Cuando fuimos a limpiar la casa del difunto borracho al que llamábamos abuelo, si algo aún seguía en pie, era aquel ropero de algarrobo macizo. Una pesada mole de otra época.

Incluso a mis cuarenta años, sentí escalofríos al ver una de sus puertas, la más angosta, a la izquierda, la que todavía conservaba sus rústicas bisagras falseadas.

Con nerviosismo, la abrí. Todavía podían notarse los arañazos y las miles de patadas que dejó la claustrofobia de un niño en penitencia.

Pero lo peor allí dentro no era solo la oscuridad, sino la certeza de quedar atrapado en ese vacío por horas.
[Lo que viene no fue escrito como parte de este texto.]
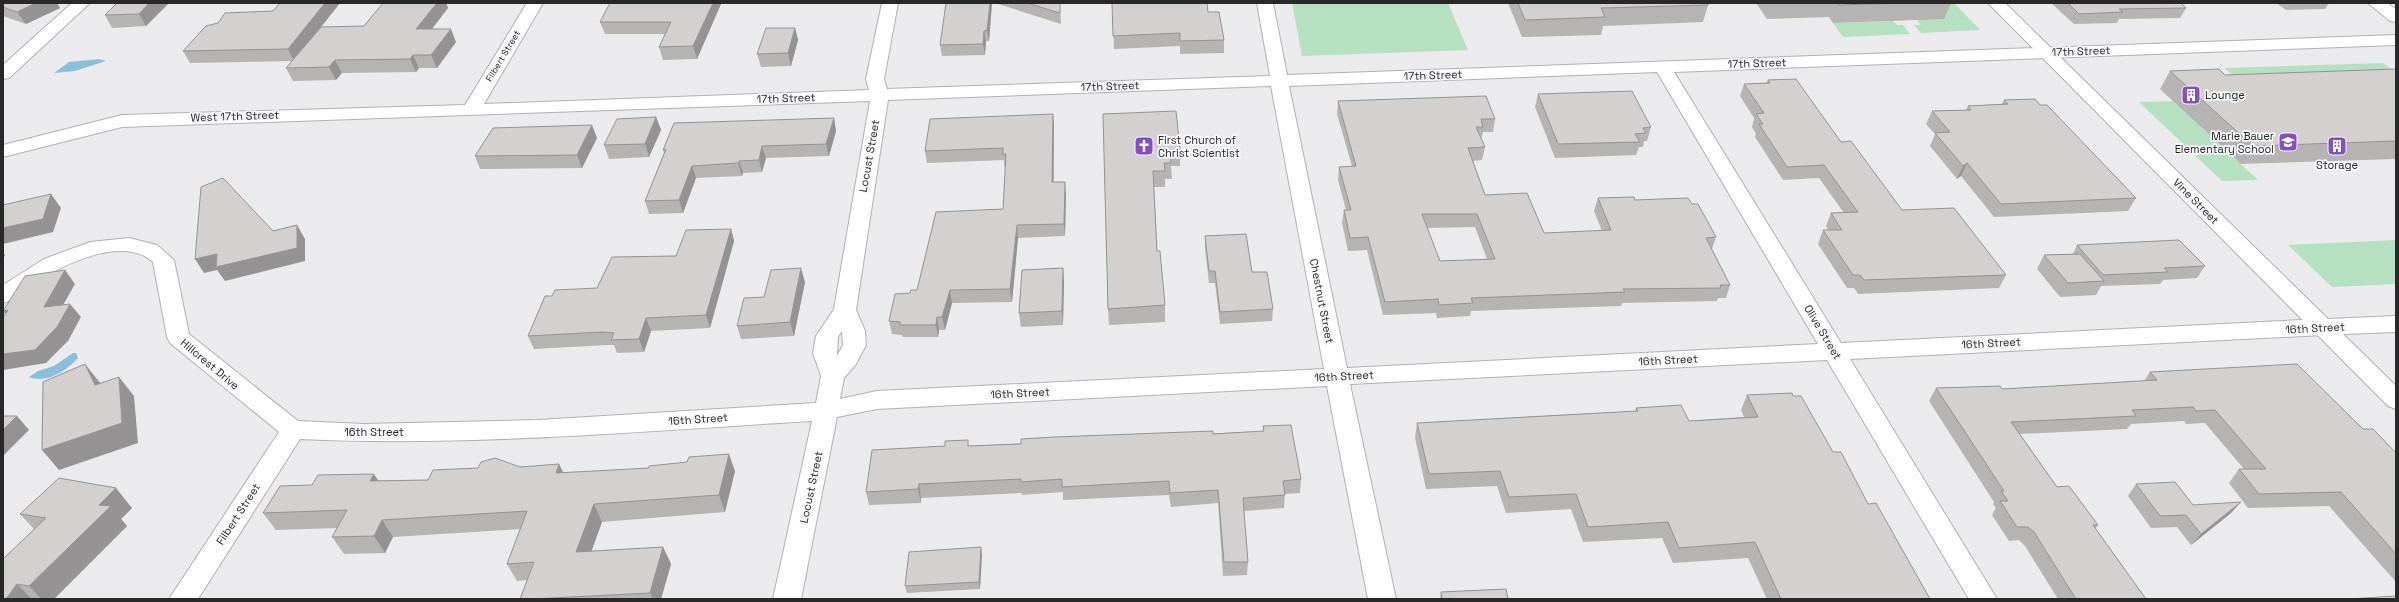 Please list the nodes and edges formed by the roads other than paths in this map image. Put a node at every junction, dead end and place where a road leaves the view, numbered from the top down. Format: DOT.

Cuando uno pasa demasiado tiempo privado de sus sentidos, la mente comienza a jugar con sus propias reglas. No era solo miedo a la oscuridad, sino a lo que mi mente podía hacer en ella.

Las cucarachas y las arañas trepaban por mi piel, mientras voces espectrales se burlaban de mis fútiles intentos de escape.

Por momentos, un rostro putrefacto se asomaba a centímetros de mi cara. Yo solo temblaba en silencio mientras su aliento a veneno y madera muerta me envolvía.

Con los años me fui acostumbrando y comprendí que, en ese entorno, no había diferencias. Que, de hecho, allí yo era parte de la oscuridad. Así me fui amalgamando con las entidades del armario, convirtiéndome en otra alma perdida, con quienes eventualmente hice un pacto.

Al viejo lo cremaron hace algunos días, sin que nadie quisiera hacerse cargo. Yo me ofrecí a llevarme las cenizas. La única herencia que pedí fue el antiguo ropero.

Hoy, tras la ardua tarea de subirlo hasta mi habitación, el mueble descansa a los pies de mi cama; y tras su pequeña puerta, en la plena oscuridad, yace la urna de mi abuelo, condenado por las mismas sombras que él me forzó a conocer.